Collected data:
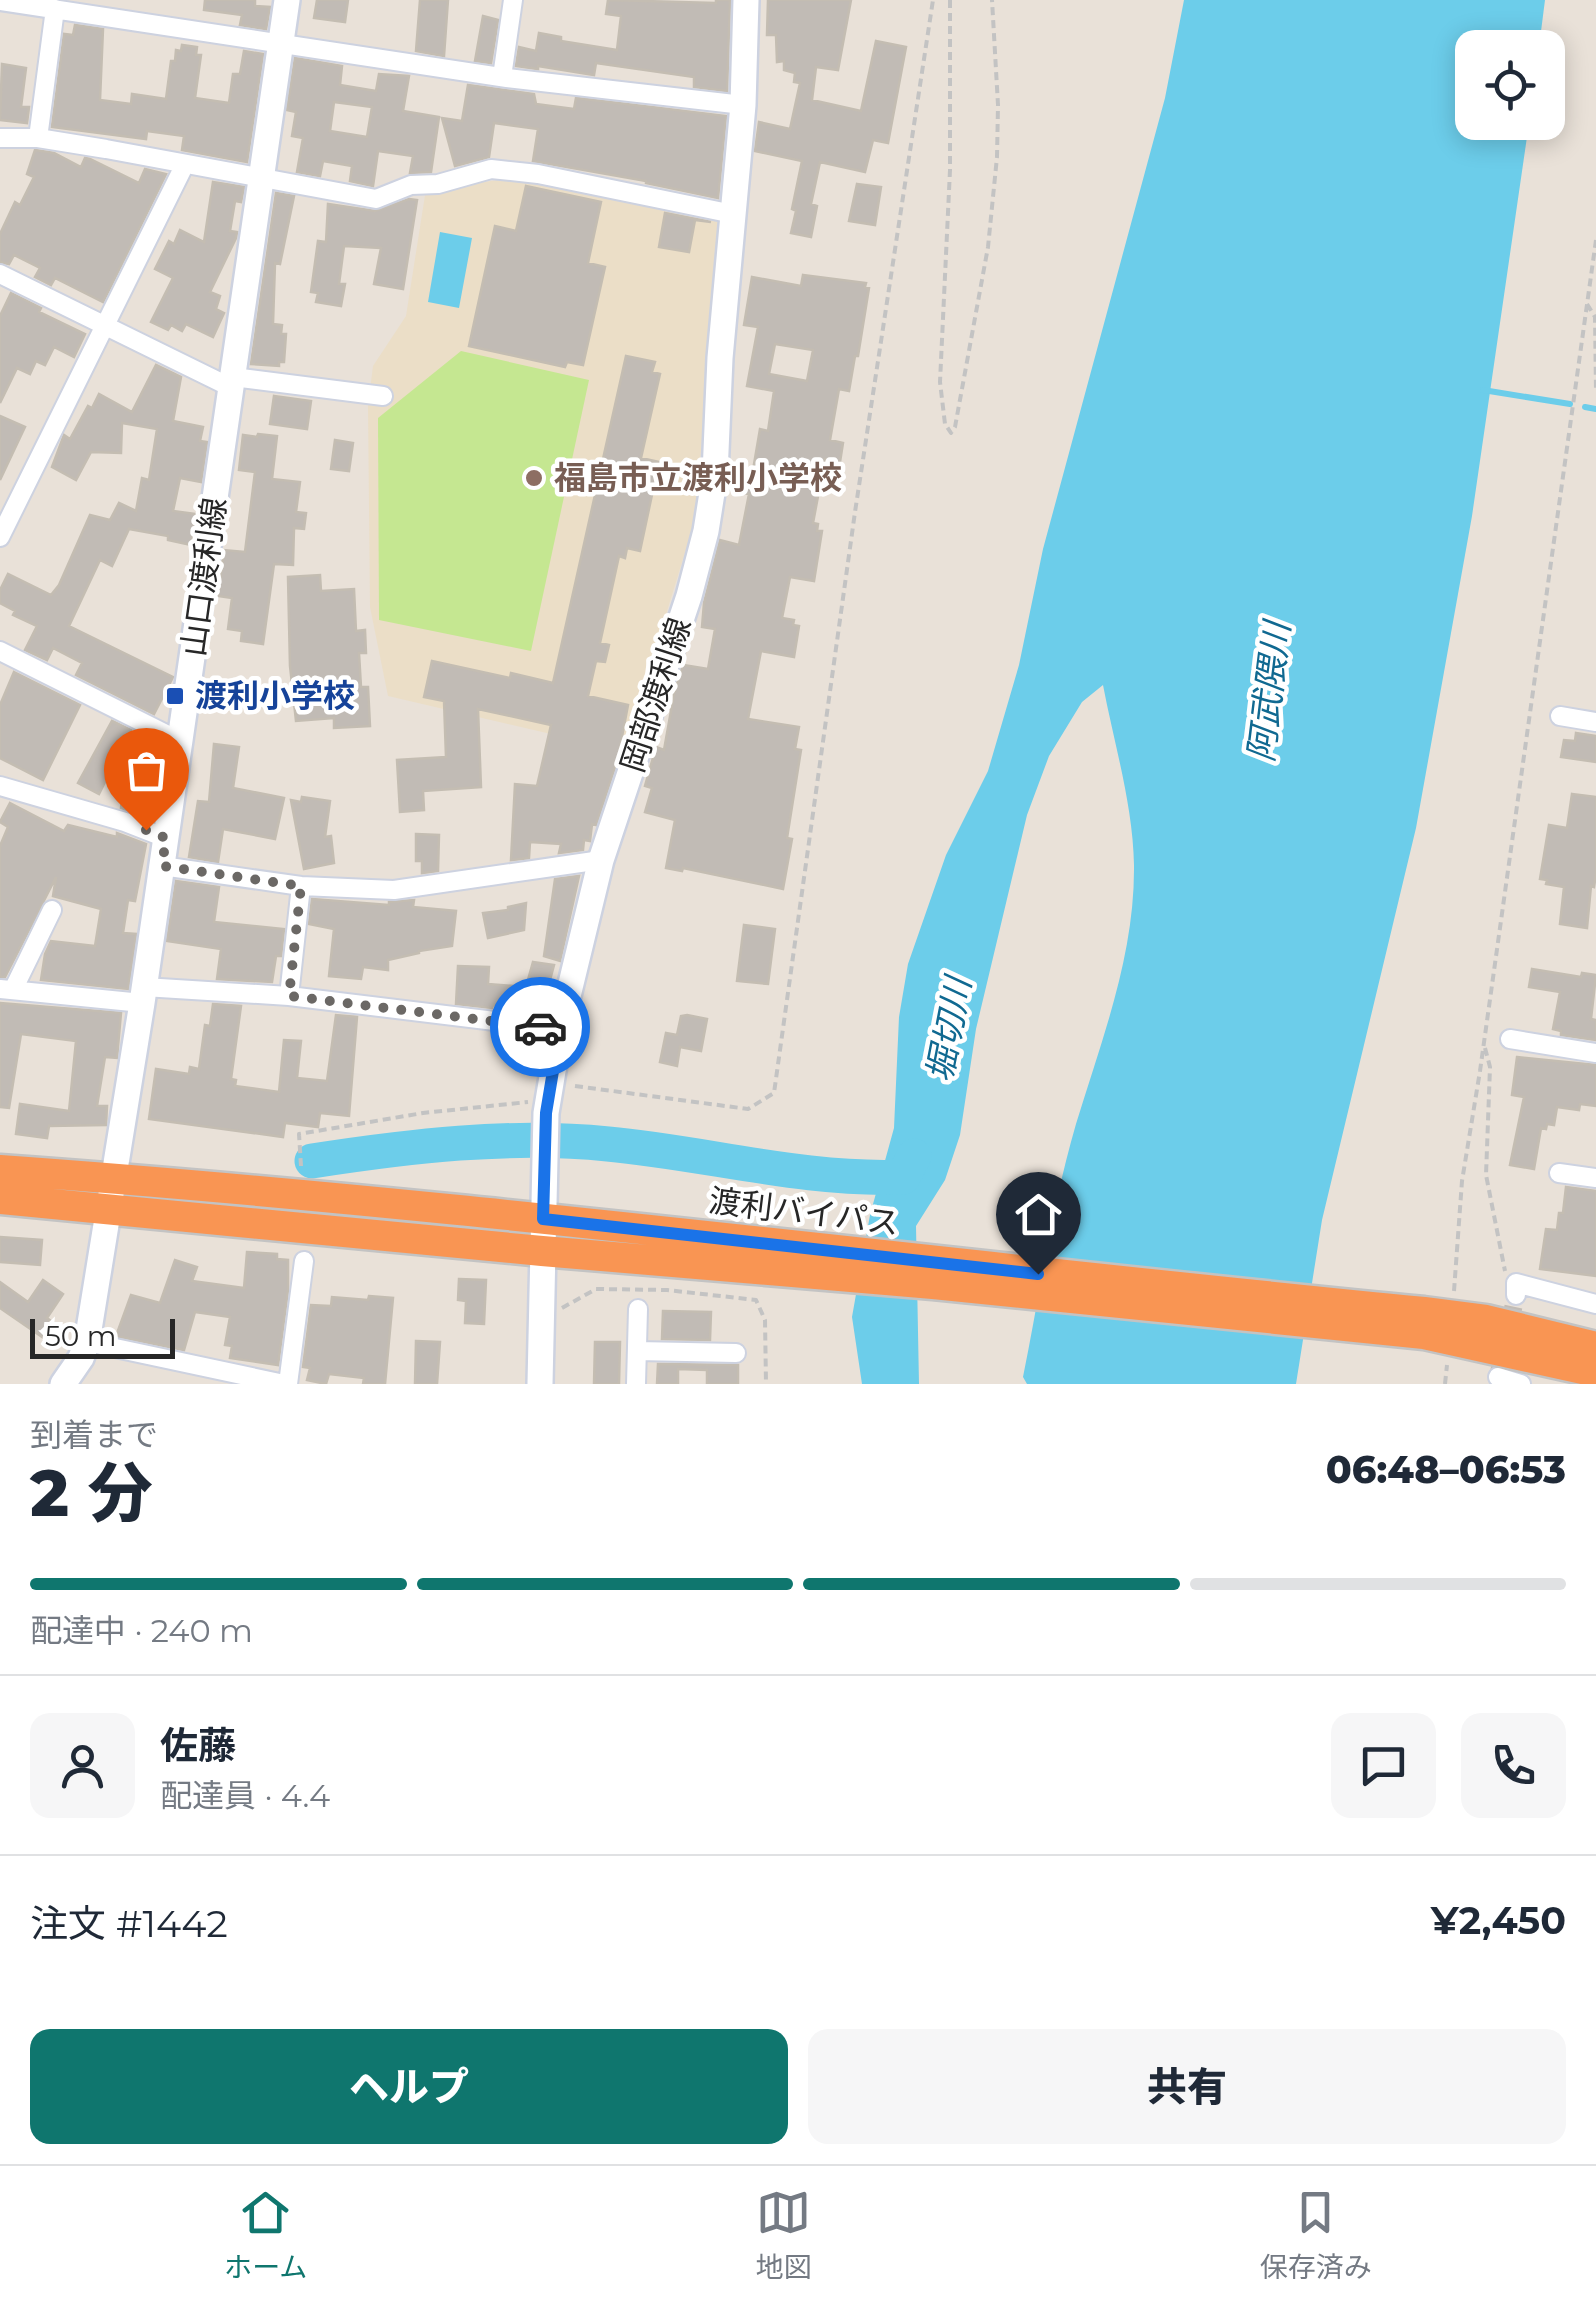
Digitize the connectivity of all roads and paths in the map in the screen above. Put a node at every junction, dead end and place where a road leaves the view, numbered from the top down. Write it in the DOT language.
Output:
graph roads {
  1 [pos="287,0"];
  2 [pos="513,0"];
  3 [pos="746,0"];
  4 [pos="933,0"];
  5 [pos="950,0"];
  6 [pos="992,0"];
  7 [pos="0,2"];
  8 [pos="58,6"];
  9 [pos="280,43"];
  10 [pos="502,77"];
  11 [pos="743,105"];
  12 [pos="0,138"];
  13 [pos="38,138"];
  14 [pos="184,166"];
  15 [pos="261,176"];
  16 [pos="732,214"];
  17 [pos="1596,240"];
  18 [pos="0,274"];
  19 [pos="1587,304"];
  20 [pos="104,327"];
  21 [pos="232,383"];
  22 [pos="1596,391"];
  23 [pos="383,396"];
  24 [pos="0,537"];
  25 [pos="0,650"];
  26 [pos="1560,716"];
  27 [pos="1596,722"];
  28 [pos="180,741"];
  29 [pos="0,786"];
  30 [pos="166,838"];
  31 [pos="601,860"];
  32 [pos="162,866"];
  33 [pos="301,886"];
  34 [pos="52,910"];
  35 [pos="6,990"];
  36 [pos="143,995"];
  37 [pos="289,996"];
  38 [pos="560,1029"];
  39 [pos="1510,1039"];
  40 [pos="1484,1044"];
  41 [pos="1596,1053"];
  42 [pos="548,1099"];
  43 [pos="300,1166"];
  44 [pos="0,1170"];
  45 [pos="1559,1173"];
  46 [pos="1596,1178"];
  47 [pos="110,1193"];
  48 [pos="0,1199"];
  49 [pos="543,1219"];
  50 [pos="542,1252"];
  51 [pos="785,1258"];
  52 [pos="304,1261"];
  53 [pos="1505,1278"];
  54 [pos="1516,1294"];
  55 [pos="1596,1304"];
  56 [pos="638,1310"];
  57 [pos="541,1320"];
  58 [pos="1437,1325"];
  59 [pos="87,1342"];
  60 [pos="1596,1346"];
  61 [pos="637,1350"];
  62 [pos="736,1353"];
  63 [pos="1596,1372"];
  64 [pos="1498,1377"];
  65 [pos="64,1384"];
  66 [pos="286,1384"];
  67 [pos="540,1384"];
  68 [pos="636,1384"];
  69 [pos="766,1384"];
  70 [pos="1445,1384"];
  71 [pos="1522,1384"];
  1 -- 9 [label="main road, 山口渡利線"];
  2 -- 10 [label="street"];
  3 -- 11 [label="main road, 岡部渡利線"];
  4 -- 42 [label="path"];
  5 -- 6 [label="path"];
  7 -- 8 [label="street"];
  8 -- 9 [label="street"];
  8 -- 13 [label="street"];
  9 -- 10 [label="street"];
  9 -- 15 [label="main road, 山口渡利線"];
  10 -- 11 [label="street"];
  11 -- 16 [label="main road, 岡部渡利線"];
  12 -- 13 [label="street"];
  13 -- 14 [label="street"];
  14 -- 15 [label="street"];
  14 -- 20 [label="street"];
  15 -- 16 [label="street"];
  15 -- 21 [label="main road, 山口渡利線"];
  16 -- 31 [label="main road, 岡部渡利線"];
  17 -- 19 [label="path"];
  18 -- 20 [label="street"];
  19 -- 22 [label="path"];
  19 -- 40 [label="path"];
  20 -- 21 [label="street"];
  20 -- 24 [label="street"];
  21 -- 23 [label="street"];
  21 -- 28 [label="main road, 山口渡利線"];
  25 -- 28 [label="street"];
  26 -- 27 [label="street"];
  28 -- 30 [label="main road, 山口渡利線"];
  29 -- 30 [label="street"];
  30 -- 32 [label="main road, 山口渡利線"];
  31 -- 33 [label="street"];
  31 -- 38 [label="main road, 岡部渡利線"];
  32 -- 33 [label="street"];
  32 -- 36 [label="main road, 山口渡利線"];
  33 -- 37 [label="street"];
  34 -- 35 [label="street"];
  35 -- 36 [label="street"];
  36 -- 37 [label="street"];
  36 -- 47 [label="main road, 山口渡利線"];
  37 -- 38 [label="street"];
  38 -- 42 [label="main road, 岡部渡利線"];
  39 -- 41 [label="street"];
  40 -- 53 [label="path"];
  40 -- 58 [label="path"];
  42 -- 43 [label="path"];
  42 -- 49 [label="main road, 岡部渡利線"];
  44 -- 47 [label="highway, 渡利バイパス"];
  45 -- 46 [label="street"];
  47 -- 48 [label="highway, 渡利バイパス"];
  47 -- 49 [label="highway, 渡利バイパス"];
  47 -- 50 [label="highway, 渡利バイパス"];
  47 -- 59 [label="main road, 山口渡利線"];
  49 -- 50 [label="main road, 岡部渡利線"];
  49 -- 51 [label="highway, 渡利バイパス"];
  50 -- 51 [label="highway, 渡利バイパス"];
  50 -- 57 [label="main road, 岡部渡利線"];
  51 -- 58 [label="highway, 渡利バイパス"];
  52 -- 66 [label="street"];
  54 -- 55 [label="street"];
  56 -- 61 [label="street"];
  57 -- 67 [label="main road, 岡部渡利線"];
  57 -- 69 [label="path"];
  58 -- 60 [label="highway, 渡利バイパス"];
  58 -- 63 [label="highway, 渡利バイパス"];
  58 -- 70 [label="path"];
  59 -- 65 [label="main road, 山口渡利線"];
  59 -- 66 [label="street"];
  61 -- 62 [label="street"];
  61 -- 68 [label="street"];
  64 -- 71 [label="street"];
}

* EXERCISE PROMPT: Copy each line from the records above that includes the string "roads".

* EXERCISE SOLUTION:
Digitize the connectivity of all roads and paths in the map in the screen above. Put a node at every junction, dead end and place where a road leaves the view, numbered from the top down. Write it in the DOT language.
graph roads {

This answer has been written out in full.